16 februari 2005
Kleinbedrijf goed vertegenwoordigd in Bouwend Nederland
bestuur
Het georganiseerde kleinbedrijf is nog nooit in welk bestuur
dan ook zo sterk vertegenwoordigd geweest als in Bouwend
Nederland. Dit zegt dagelijks-bestuurslid N. van Til, zelf
een kleine ondernemer in Cobouw.
“Ik vind het heel jammer dat 65 procent van de leden
van Drenthe en Noordwest Overijssel is opgestapt. We hebben
kennelijk niet het krediet om te laten zien dat we een puike
organisatie hebben neergezet”, zegt dagelijks-bestuurslid
N. van Til. De bestuurder reageert hiermee op de oprichting
van de Noordelijke Vereniging B&U-bouw,
een groep van 130 voornamelijk kleine bedrijven die zich
onvoldoende vertegenwoordigd voelen door Bouwend Nederland.
“Het gaat in feite om de oude tegenstelling tussen
groot- en kleinbedrijf. Dat verandert echter niet als je
besluit om niet te fuseren.”
Hij had het chiquer gevonden als de opgestapte bedrijven
eerst eens hadden gekeken naar wat Bouwend Nederland voor
hen doet. Nu zijn ze opgestapt onder het motto: als blijkt
dat jullie het goed doen, komen we misschien wel weer terug.
Van Til is er van overtuigd dat de organisatie
het goed gaat doen. “Een van de angsten is
dat het grootbedrijf te dominant zou zijn.
Van de zeven leden in het dagelijks bestuur komen er vier
uit het midden- en kleinbedrijf. We hebben de contributieregeling
aangepast aan de kritiek van vooral het kleinbedrijf. Nu
betalen ze een percentage van de omzet, 260 euro per miljoen.
Dat is heel wat minder dan ze bij het oude NVOB en bij BouwNed
kwijt zouden zijn. En ze krijgen waar voor hun geld.”
Want dat de problemen van het mkb onderbelicht
zouden blijven in Bouwend Nederland, bestrijdt Van Til.

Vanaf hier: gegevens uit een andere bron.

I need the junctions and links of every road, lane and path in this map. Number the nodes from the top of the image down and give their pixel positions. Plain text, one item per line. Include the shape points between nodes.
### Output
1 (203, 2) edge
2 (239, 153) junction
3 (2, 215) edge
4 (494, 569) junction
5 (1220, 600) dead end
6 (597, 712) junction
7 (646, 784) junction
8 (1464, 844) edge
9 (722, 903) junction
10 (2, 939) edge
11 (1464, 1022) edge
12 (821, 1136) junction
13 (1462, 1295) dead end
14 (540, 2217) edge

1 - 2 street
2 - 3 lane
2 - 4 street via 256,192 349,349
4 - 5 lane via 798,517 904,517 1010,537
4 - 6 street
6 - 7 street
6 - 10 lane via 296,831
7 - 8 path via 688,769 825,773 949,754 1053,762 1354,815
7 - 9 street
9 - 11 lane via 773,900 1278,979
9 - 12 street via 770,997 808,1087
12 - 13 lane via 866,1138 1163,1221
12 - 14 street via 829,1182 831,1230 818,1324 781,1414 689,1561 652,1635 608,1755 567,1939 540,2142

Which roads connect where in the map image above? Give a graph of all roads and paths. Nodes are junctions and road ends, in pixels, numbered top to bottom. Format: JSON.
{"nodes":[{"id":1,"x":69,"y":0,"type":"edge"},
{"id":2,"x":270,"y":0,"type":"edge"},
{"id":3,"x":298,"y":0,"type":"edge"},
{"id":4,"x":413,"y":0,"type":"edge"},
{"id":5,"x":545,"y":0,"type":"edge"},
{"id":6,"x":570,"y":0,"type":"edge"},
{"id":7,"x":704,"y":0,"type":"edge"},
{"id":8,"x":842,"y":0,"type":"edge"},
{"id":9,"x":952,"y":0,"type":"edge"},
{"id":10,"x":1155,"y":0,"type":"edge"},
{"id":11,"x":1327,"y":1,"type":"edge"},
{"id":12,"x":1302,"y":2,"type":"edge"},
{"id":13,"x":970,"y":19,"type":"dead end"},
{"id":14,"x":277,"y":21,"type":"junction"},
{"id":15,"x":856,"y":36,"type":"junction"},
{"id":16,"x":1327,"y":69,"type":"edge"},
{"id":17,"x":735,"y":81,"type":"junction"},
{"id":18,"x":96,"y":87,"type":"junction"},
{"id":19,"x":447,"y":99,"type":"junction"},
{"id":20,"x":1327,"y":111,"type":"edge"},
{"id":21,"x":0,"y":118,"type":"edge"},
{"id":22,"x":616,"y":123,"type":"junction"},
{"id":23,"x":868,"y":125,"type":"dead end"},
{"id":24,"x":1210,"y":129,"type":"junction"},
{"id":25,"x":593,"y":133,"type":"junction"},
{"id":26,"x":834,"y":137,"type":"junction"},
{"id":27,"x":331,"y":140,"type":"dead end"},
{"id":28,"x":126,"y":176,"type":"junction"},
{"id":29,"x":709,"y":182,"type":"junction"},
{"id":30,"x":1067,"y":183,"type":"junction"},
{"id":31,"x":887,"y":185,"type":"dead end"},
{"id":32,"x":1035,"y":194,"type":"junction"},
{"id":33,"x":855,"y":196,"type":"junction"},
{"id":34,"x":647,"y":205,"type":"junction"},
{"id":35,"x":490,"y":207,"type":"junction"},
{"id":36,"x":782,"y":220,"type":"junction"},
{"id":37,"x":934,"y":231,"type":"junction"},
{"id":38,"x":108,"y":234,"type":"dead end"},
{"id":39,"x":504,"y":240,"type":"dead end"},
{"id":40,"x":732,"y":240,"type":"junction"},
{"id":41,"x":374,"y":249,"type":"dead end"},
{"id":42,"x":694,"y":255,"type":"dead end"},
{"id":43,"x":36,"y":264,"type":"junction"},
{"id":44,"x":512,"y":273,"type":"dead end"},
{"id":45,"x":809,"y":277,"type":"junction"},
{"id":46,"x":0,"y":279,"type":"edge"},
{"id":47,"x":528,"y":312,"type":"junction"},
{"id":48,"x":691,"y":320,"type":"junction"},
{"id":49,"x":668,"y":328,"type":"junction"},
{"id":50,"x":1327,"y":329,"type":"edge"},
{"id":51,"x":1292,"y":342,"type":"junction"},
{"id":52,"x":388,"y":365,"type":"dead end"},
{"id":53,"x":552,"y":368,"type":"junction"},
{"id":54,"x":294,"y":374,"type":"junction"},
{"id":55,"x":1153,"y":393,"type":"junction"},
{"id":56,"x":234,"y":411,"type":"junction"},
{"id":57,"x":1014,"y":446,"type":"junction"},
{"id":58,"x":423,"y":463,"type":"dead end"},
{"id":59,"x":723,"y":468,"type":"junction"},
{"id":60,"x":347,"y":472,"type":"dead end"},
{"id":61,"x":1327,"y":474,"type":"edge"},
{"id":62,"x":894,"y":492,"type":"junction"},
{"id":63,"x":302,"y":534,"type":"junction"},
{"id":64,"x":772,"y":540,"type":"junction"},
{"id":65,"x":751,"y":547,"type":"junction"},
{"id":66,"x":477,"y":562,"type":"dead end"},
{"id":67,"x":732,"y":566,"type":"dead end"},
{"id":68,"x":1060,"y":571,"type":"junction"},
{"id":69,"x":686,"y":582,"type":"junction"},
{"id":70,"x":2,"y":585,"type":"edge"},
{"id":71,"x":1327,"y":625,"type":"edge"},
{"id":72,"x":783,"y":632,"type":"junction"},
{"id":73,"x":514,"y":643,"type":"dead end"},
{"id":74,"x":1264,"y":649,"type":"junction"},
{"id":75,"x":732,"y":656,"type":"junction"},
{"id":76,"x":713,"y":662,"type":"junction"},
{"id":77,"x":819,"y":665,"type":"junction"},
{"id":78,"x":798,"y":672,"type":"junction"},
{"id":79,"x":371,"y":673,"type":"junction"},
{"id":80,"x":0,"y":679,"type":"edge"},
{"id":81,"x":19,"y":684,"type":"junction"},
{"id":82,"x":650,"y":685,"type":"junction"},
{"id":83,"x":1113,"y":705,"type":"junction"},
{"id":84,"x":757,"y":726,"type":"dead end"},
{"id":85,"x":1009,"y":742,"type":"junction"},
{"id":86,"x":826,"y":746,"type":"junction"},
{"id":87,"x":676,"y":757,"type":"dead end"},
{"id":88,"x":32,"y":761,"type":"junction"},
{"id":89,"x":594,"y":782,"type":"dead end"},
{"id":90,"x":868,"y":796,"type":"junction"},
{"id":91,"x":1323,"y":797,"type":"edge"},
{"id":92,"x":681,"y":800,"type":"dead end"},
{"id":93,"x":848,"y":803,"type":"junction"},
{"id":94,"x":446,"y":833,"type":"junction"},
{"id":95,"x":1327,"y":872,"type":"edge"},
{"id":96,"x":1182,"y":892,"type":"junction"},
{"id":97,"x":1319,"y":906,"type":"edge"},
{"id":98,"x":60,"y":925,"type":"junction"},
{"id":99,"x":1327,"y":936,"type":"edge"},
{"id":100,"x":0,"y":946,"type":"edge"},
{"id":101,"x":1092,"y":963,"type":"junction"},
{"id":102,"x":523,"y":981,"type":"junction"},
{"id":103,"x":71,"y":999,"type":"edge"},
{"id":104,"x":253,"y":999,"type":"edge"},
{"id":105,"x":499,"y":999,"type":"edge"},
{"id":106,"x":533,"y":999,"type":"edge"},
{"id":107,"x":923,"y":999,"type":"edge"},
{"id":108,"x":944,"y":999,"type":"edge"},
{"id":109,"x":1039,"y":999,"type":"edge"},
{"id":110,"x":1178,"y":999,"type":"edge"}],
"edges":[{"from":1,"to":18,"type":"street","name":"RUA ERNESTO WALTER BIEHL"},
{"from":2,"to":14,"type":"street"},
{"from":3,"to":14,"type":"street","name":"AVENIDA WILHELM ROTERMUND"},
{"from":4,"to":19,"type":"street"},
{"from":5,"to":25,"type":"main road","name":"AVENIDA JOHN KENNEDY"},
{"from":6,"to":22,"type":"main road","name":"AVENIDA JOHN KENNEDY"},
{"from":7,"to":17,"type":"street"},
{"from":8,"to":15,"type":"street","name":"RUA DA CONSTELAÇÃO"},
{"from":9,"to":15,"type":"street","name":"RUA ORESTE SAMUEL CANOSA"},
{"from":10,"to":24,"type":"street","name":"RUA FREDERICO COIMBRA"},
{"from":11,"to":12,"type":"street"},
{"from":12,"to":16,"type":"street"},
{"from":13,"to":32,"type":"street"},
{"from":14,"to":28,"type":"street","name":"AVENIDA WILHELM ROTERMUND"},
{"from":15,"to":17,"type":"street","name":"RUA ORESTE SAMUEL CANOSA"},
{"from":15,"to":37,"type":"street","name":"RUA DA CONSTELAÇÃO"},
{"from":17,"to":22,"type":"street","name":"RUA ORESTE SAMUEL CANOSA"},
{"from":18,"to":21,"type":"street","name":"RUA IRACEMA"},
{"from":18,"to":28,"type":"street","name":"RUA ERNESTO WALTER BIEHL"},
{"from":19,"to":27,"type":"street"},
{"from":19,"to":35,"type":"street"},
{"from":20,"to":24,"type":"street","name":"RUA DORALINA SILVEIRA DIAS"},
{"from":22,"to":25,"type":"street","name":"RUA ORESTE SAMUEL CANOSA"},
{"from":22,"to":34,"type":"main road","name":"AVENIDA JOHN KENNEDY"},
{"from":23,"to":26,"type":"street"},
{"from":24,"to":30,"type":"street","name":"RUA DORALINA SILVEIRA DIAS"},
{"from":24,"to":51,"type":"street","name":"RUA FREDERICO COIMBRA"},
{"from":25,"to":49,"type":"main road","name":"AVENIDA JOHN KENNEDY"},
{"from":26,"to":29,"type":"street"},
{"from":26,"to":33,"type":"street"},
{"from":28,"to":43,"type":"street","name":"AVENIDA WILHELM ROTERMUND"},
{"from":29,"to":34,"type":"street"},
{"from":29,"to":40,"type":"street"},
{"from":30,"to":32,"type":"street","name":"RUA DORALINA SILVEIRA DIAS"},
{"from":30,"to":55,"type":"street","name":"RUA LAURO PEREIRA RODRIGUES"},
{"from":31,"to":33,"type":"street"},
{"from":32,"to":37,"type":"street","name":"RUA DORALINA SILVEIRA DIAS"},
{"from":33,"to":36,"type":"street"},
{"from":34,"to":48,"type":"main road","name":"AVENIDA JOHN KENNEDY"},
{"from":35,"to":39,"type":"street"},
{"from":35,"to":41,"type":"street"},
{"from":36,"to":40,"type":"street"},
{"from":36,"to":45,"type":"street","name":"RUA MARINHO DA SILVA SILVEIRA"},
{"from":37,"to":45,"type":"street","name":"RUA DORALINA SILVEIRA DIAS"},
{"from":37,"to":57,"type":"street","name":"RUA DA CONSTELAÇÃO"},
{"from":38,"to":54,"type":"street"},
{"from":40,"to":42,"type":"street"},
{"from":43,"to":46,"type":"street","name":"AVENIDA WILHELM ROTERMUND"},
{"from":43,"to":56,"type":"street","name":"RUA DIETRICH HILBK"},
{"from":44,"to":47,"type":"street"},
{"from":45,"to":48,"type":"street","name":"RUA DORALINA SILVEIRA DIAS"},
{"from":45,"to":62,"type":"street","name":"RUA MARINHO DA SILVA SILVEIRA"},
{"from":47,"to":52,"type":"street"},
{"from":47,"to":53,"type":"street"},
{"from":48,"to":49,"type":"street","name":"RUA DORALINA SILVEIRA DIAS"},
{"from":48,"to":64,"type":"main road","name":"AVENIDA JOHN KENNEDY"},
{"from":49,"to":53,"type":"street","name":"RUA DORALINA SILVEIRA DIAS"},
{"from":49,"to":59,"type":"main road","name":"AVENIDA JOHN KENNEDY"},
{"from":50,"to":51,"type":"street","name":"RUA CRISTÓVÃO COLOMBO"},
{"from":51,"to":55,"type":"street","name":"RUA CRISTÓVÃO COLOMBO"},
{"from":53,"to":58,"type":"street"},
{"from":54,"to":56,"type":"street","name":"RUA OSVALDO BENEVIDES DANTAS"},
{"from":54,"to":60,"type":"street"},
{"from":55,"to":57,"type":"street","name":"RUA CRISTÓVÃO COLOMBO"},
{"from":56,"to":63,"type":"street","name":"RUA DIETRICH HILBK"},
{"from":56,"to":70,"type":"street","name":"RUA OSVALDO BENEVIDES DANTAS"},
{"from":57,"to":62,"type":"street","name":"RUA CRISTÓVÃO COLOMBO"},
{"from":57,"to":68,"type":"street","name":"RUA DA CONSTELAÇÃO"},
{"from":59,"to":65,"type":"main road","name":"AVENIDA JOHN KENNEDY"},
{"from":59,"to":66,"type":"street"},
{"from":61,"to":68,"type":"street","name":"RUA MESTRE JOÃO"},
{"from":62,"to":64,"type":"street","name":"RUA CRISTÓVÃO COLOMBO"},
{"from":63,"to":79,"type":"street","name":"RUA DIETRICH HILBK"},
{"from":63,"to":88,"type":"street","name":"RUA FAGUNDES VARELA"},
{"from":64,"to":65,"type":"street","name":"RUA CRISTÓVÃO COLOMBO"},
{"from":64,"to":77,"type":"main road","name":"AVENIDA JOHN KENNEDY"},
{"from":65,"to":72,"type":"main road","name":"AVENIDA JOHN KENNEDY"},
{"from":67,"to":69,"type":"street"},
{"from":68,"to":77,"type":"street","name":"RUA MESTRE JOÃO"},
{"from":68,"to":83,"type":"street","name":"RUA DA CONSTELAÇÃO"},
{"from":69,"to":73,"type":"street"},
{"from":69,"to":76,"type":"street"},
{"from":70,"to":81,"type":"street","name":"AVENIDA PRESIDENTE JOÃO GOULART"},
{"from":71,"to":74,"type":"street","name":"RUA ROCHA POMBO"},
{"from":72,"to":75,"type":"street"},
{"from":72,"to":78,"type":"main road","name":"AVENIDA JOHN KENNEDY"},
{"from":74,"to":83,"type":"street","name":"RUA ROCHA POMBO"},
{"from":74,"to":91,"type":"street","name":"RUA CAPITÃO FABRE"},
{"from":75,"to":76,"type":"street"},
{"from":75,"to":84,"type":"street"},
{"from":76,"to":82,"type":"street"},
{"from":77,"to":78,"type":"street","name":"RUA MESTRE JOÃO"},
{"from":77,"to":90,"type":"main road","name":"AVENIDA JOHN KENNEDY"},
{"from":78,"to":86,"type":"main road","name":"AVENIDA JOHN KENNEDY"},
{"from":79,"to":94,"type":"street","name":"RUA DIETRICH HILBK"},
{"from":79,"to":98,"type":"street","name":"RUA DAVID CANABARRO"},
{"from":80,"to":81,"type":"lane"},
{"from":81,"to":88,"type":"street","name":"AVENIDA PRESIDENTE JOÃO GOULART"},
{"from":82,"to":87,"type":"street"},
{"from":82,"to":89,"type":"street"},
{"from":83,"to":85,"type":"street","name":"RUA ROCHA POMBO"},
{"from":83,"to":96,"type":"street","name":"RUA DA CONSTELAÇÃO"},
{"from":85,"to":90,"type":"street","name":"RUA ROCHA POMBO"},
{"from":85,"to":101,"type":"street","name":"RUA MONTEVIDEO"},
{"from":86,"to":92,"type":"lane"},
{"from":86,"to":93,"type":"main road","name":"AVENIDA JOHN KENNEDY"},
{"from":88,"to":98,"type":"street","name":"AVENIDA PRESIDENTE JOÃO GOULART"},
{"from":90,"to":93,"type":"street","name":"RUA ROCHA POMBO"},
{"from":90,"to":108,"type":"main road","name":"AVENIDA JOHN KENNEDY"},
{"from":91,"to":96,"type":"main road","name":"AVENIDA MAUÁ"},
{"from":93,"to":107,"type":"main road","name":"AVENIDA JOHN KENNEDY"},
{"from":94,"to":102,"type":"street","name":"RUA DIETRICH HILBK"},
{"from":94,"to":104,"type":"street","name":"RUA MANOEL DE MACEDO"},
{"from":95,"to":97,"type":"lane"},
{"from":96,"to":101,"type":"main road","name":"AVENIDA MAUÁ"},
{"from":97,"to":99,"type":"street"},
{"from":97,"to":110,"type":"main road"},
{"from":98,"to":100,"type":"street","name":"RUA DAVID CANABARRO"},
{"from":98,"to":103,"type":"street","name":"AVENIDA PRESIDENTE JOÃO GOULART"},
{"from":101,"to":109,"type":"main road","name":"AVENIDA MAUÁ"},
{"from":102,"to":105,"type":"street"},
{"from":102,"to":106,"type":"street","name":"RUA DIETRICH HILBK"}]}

“Wij zitten heel kort op wet- en regelgeving. Zeker
voor de kleinere aannemers is dat van groot belang. We kijken
daarbij heel sterk naar de administratieve lastendruk. Vroeger
kon een kleine aannemer op zaterdag zijn administratie bijhouden.
Nu kost het hem meer dagen. Ook lokale lasten zijn een probleem.
Dan kun je wel op lokaal niveau gaan praten, maar dat is
zoiets als praten met een kalkoen over het kerstdiner.
Hoewel de effecten op lokaal niveau plaatsvinden, moet je
het op landelijk niveau aankaarten. Rekeningrijden houden
we ook scherp in de gaten. Nu de fiscale voordelen van het
grijze kenteken zijn gehandhaafd, loop je het risico dat
die via rekeningrijden teniet worden gedaan.”
Ook de door de oude NVOB-aannemers zo gewaardeerde eerstelijnsvoorlichting
blijft gehandhaafd. En Bouwend Nederland werkt aan programma’s
die alles te maken hebben met de ontwikkeling in de branche,
bijvoorbeeld bedrijfsopvolging. “Kortom, er wordt
heel veel gedaan juist voor het mkb. Daarom
alleen al is het jammer dat de bedrijven zijn uitgestapt.
Die blijven nu verstoken van landelijke informatie en ondersteuning.”
“Je moet niet vergeten dat 90 procent van de leden
van Bouwend Nederland tot het mkb behoort. Voor zover bestuurders
nog niet overtuigd waren van de noodzaak om juist die groep
goed te bedienen, zullen zij en het apparaat nu nog harder
hun best doen. En dat zullen we dan ook nog goed moeten
uitdragen naar de leden”, zegt Van Til.